■ Your goal: Print the listing below word for word, but drop any pictures it contains.

■ Source data:

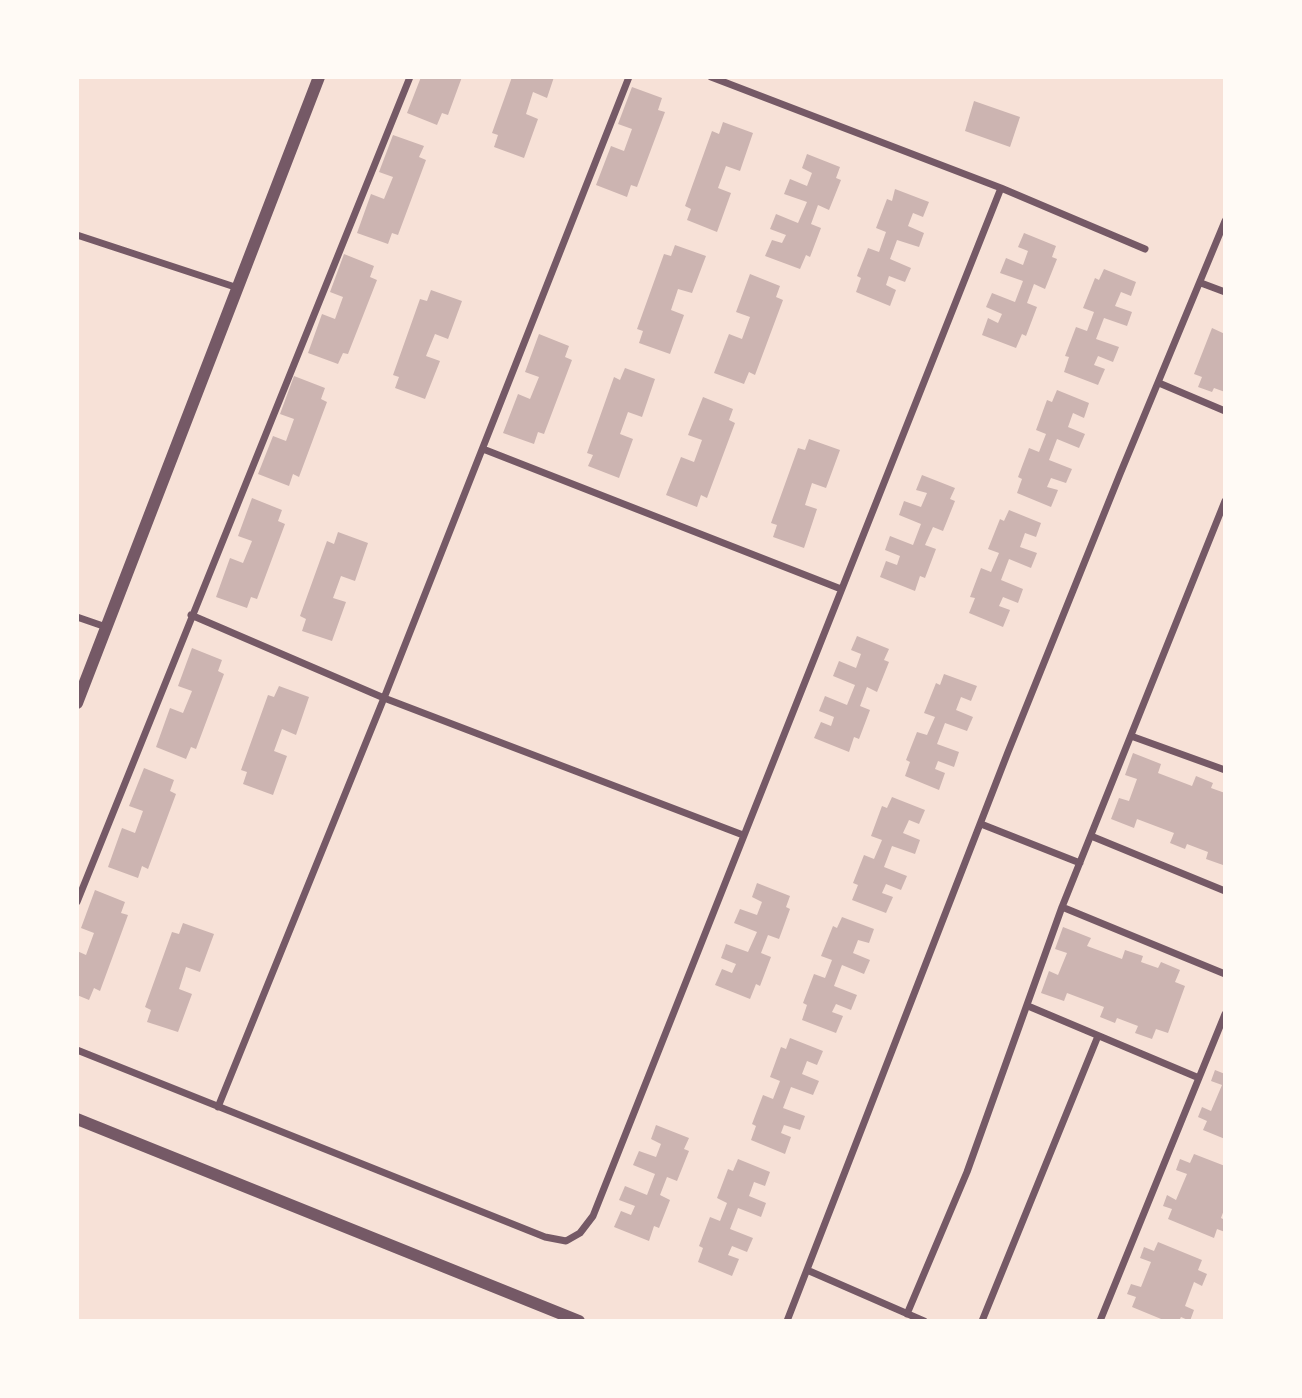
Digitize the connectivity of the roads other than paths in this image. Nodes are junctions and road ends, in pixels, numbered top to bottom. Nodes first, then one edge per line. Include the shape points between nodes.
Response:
1 (320, 77) edge
2 (410, 77) edge
3 (629, 77) edge
4 (711, 77) edge
5 (1001, 188) junction
6 (1225, 221) edge
7 (77, 235) edge
8 (1145, 249) dead end
9 (1201, 283) junction
10 (239, 289) junction
11 (1225, 292) edge
12 (1159, 383) junction
13 (1225, 411) edge
14 (483, 449) junction
15 (1225, 501) edge
16 (841, 589) junction
17 (191, 615) junction
18 (77, 617) edge
19 (106, 627) junction
20 (384, 698) junction
21 (77, 703) edge
22 (1131, 736) junction
23 (1225, 770) edge
24 (981, 824) junction
25 (743, 835) junction
26 (1091, 836) junction
27 (1080, 863) junction
28 (1225, 891) edge
29 (77, 902) edge
30 (1062, 906) junction
31 (1225, 974) edge
32 (1028, 1006) junction
33 (1225, 1014) edge
34 (1098, 1035) junction
35 (77, 1050) edge
36 (1199, 1078) junction
37 (218, 1107) junction
38 (77, 1119) edge
39 (807, 1270) junction
40 (907, 1314) junction
41 (579, 1321) edge
42 (787, 1321) edge
43 (924, 1321) edge
44 (982, 1321) edge
45 (1100, 1321) edge

1 - 10 street
2 - 17 street
3 - 14 street
4 - 5 street
5 - 8 street
5 - 16 street
6 - 9 street
7 - 10 street
9 - 11 street
9 - 12 street
10 - 19 street
12 - 13 street
12 - 24 street
14 - 16 street
14 - 20 street
15 - 22 street
16 - 25 street
17 - 20 street
17 - 29 street
18 - 19 street
19 - 21 street
20 - 25 street
20 - 37 street
22 - 23 street
22 - 26 street
24 - 27 street
24 - 39 street
25 - 37 street via 593,1216 580,1233 566,1241 544,1237
26 - 27 street
26 - 28 street
27 - 30 street
30 - 31 street
30 - 32 street
32 - 34 street
32 - 40 street via 967,1172
33 - 36 street
34 - 36 street
34 - 44 street
35 - 37 street
36 - 45 street
38 - 41 street
39 - 40 street
39 - 42 street
40 - 43 street

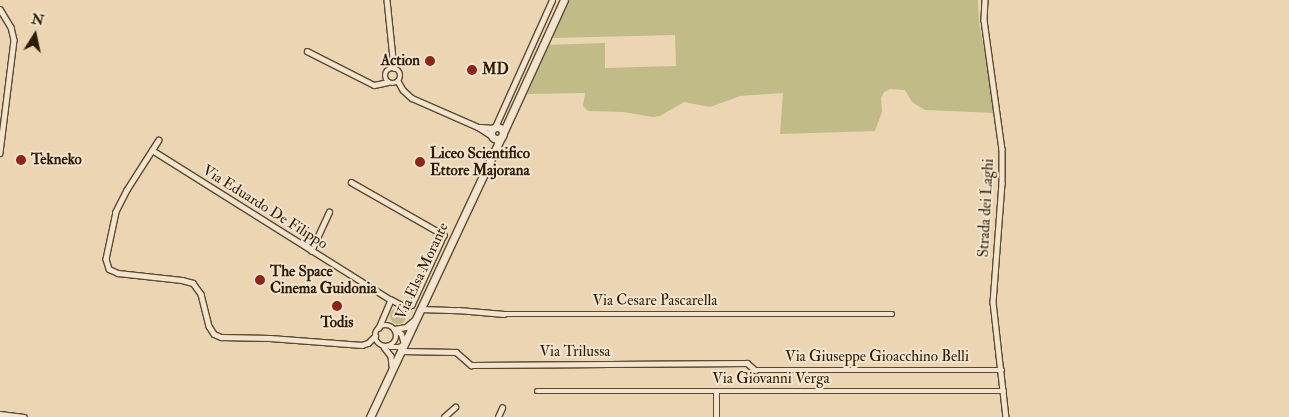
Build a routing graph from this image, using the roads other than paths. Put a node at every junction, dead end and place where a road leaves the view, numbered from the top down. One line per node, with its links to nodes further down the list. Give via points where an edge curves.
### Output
1 (387, 0): 7 (street)
2 (552, 0): 13 (street)
3 (564, 0): 14 (street, Via Elsa Morante)
4 (985, 0): 34 (street, Strada dei Laghi, via 984,24 1002,150 993,299)
5 (0, 9): 11 (street, via 11,27 14,40)
6 (307, 51): 9 (street, via 374,85)
7 (394, 68): 8 (street, via 399,72); 9 (street, via 385,73)
8 (398, 81): 9 (street); 12 (street, via 412,98)
9 (388, 82)
10 (0, 104): 11 (street)
11 (7, 105): 18 (street)
12 (478, 127): 13 (street); 15 (street)
13 (494, 127): 14 (street, via 500,128); 15 (street)
14 (502, 135): 15 (street); 23 (street, Via Elsa Morante)
15 (492, 136)
16 (158, 140): 17 (street)
17 (152, 150): 21 (street, Via Eduardo De Filippo); 29 (street, via 116,212 106,259 109,270 193,283 201,294 211,330 224,338 363,345)
18 (0, 153)
19 (351, 182): 22 (street, via 444,235 410,306 403,308)
20 (329, 212): 21 (street)
21 (311, 251): 22 (street, Via Eduardo De Filippo)
22 (391, 300): 25 (street)
23 (419, 310): 24 (street, Via Cesare Pascarella, via 513,314); 26 (street, Via Elsa Morante)
24 (892, 314)
25 (384, 316): 27 (street); 28 (street)
26 (415, 319): 28 (street, via 406,327); 31 (street, Via Elsa Morante)
27 (379, 328): 28 (street); 29 (street)
28 (392, 328): 30 (street, via 396,339); 31 (street, via 401,334)
29 (375, 336): 30 (street, via 379,344)
30 (387, 347): 31 (street); 32 (street)
31 (402, 347): 32 (street, Via Elsa Morante); 33 (street, Via Trilussa, via 456,352 473,365 747,363)
32 (393, 368): 42 (street, Via Elsa Morante)
33 (752, 369): 34 (street, Via Giuseppe Gioacchino Belli)
34 (1002, 370): 36 (street, Strada dei Laghi)
35 (537, 390): 37 (street, Via Giovanni Verga)
36 (1004, 391): 37 (street, Via Giovanni Verga); 46 (street, Strada dei Laghi)
37 (716, 392): 45 (street)
38 (455, 407): 43 (street)
39 (502, 408): 44 (street)
40 (0, 414): 41 (street)
41 (24, 417)
42 (370, 417)
43 (444, 417)
44 (498, 417)
45 (716, 417)
46 (1006, 417)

■ Solution for this exercise:
Digitize the connectivity of the roads other than paths in this image. Nodes are junctions and road ends, in pixels, numbered top to bottom. Nodes first, then one edge per line. Include the shape points between nodes.
Response:
1 (320, 77) edge
2 (410, 77) edge
3 (629, 77) edge
4 (711, 77) edge
5 (1001, 188) junction
6 (1225, 221) edge
7 (77, 235) edge
8 (1145, 249) dead end
9 (1201, 283) junction
10 (239, 289) junction
11 (1225, 292) edge
12 (1159, 383) junction
13 (1225, 411) edge
14 (483, 449) junction
15 (1225, 501) edge
16 (841, 589) junction
17 (191, 615) junction
18 (77, 617) edge
19 (106, 627) junction
20 (384, 698) junction
21 (77, 703) edge
22 (1131, 736) junction
23 (1225, 770) edge
24 (981, 824) junction
25 (743, 835) junction
26 (1091, 836) junction
27 (1080, 863) junction
28 (1225, 891) edge
29 (77, 902) edge
30 (1062, 906) junction
31 (1225, 974) edge
32 (1028, 1006) junction
33 (1225, 1014) edge
34 (1098, 1035) junction
35 (77, 1050) edge
36 (1199, 1078) junction
37 (218, 1107) junction
38 (77, 1119) edge
39 (807, 1270) junction
40 (907, 1314) junction
41 (579, 1321) edge
42 (787, 1321) edge
43 (924, 1321) edge
44 (982, 1321) edge
45 (1100, 1321) edge

1 - 10 street
2 - 17 street
3 - 14 street
4 - 5 street
5 - 8 street
5 - 16 street
6 - 9 street
7 - 10 street
9 - 11 street
9 - 12 street
10 - 19 street
12 - 13 street
12 - 24 street
14 - 16 street
14 - 20 street
15 - 22 street
16 - 25 street
17 - 20 street
17 - 29 street
18 - 19 street
19 - 21 street
20 - 25 street
20 - 37 street
22 - 23 street
22 - 26 street
24 - 27 street
24 - 39 street
25 - 37 street via 593,1216 580,1233 566,1241 544,1237
26 - 27 street
26 - 28 street
27 - 30 street
30 - 31 street
30 - 32 street
32 - 34 street
32 - 40 street via 967,1172
33 - 36 street
34 - 36 street
34 - 44 street
35 - 37 street
36 - 45 street
38 - 41 street
39 - 40 street
39 - 42 street
40 - 43 street

Build a routing graph from this image, using the roads other than paths. Put a node at every junction, dead end and place where a road leaves the view, numbered from the top down. One line per node, with its links to nodes further down the list. Give via points where an edge curves.
### Output
1 (387, 0): 7 (street)
2 (552, 0): 13 (street)
3 (564, 0): 14 (street, Via Elsa Morante)
4 (985, 0): 34 (street, Strada dei Laghi, via 984,24 1002,150 993,299)
5 (0, 9): 11 (street, via 11,27 14,40)
6 (307, 51): 9 (street, via 374,85)
7 (394, 68): 8 (street, via 399,72); 9 (street, via 385,73)
8 (398, 81): 9 (street); 12 (street, via 412,98)
9 (388, 82)
10 (0, 104): 11 (street)
11 (7, 105): 18 (street)
12 (478, 127): 13 (street); 15 (street)
13 (494, 127): 14 (street, via 500,128); 15 (street)
14 (502, 135): 15 (street); 23 (street, Via Elsa Morante)
15 (492, 136)
16 (158, 140): 17 (street)
17 (152, 150): 21 (street, Via Eduardo De Filippo); 29 (street, via 116,212 106,259 109,270 193,283 201,294 211,330 224,338 363,345)
18 (0, 153)
19 (351, 182): 22 (street, via 444,235 410,306 403,308)
20 (329, 212): 21 (street)
21 (311, 251): 22 (street, Via Eduardo De Filippo)
22 (391, 300): 25 (street)
23 (419, 310): 24 (street, Via Cesare Pascarella, via 513,314); 26 (street, Via Elsa Morante)
24 (892, 314)
25 (384, 316): 27 (street); 28 (street)
26 (415, 319): 28 (street, via 406,327); 31 (street, Via Elsa Morante)
27 (379, 328): 28 (street); 29 (street)
28 (392, 328): 30 (street, via 396,339); 31 (street, via 401,334)
29 (375, 336): 30 (street, via 379,344)
30 (387, 347): 31 (street); 32 (street)
31 (402, 347): 32 (street, Via Elsa Morante); 33 (street, Via Trilussa, via 456,352 473,365 747,363)
32 (393, 368): 42 (street, Via Elsa Morante)
33 (752, 369): 34 (street, Via Giuseppe Gioacchino Belli)
34 (1002, 370): 36 (street, Strada dei Laghi)
35 (537, 390): 37 (street, Via Giovanni Verga)
36 (1004, 391): 37 (street, Via Giovanni Verga); 46 (street, Strada dei Laghi)
37 (716, 392): 45 (street)
38 (455, 407): 43 (street)
39 (502, 408): 44 (street)
40 (0, 414): 41 (street)
41 (24, 417)
42 (370, 417)
43 (444, 417)
44 (498, 417)
45 (716, 417)
46 (1006, 417)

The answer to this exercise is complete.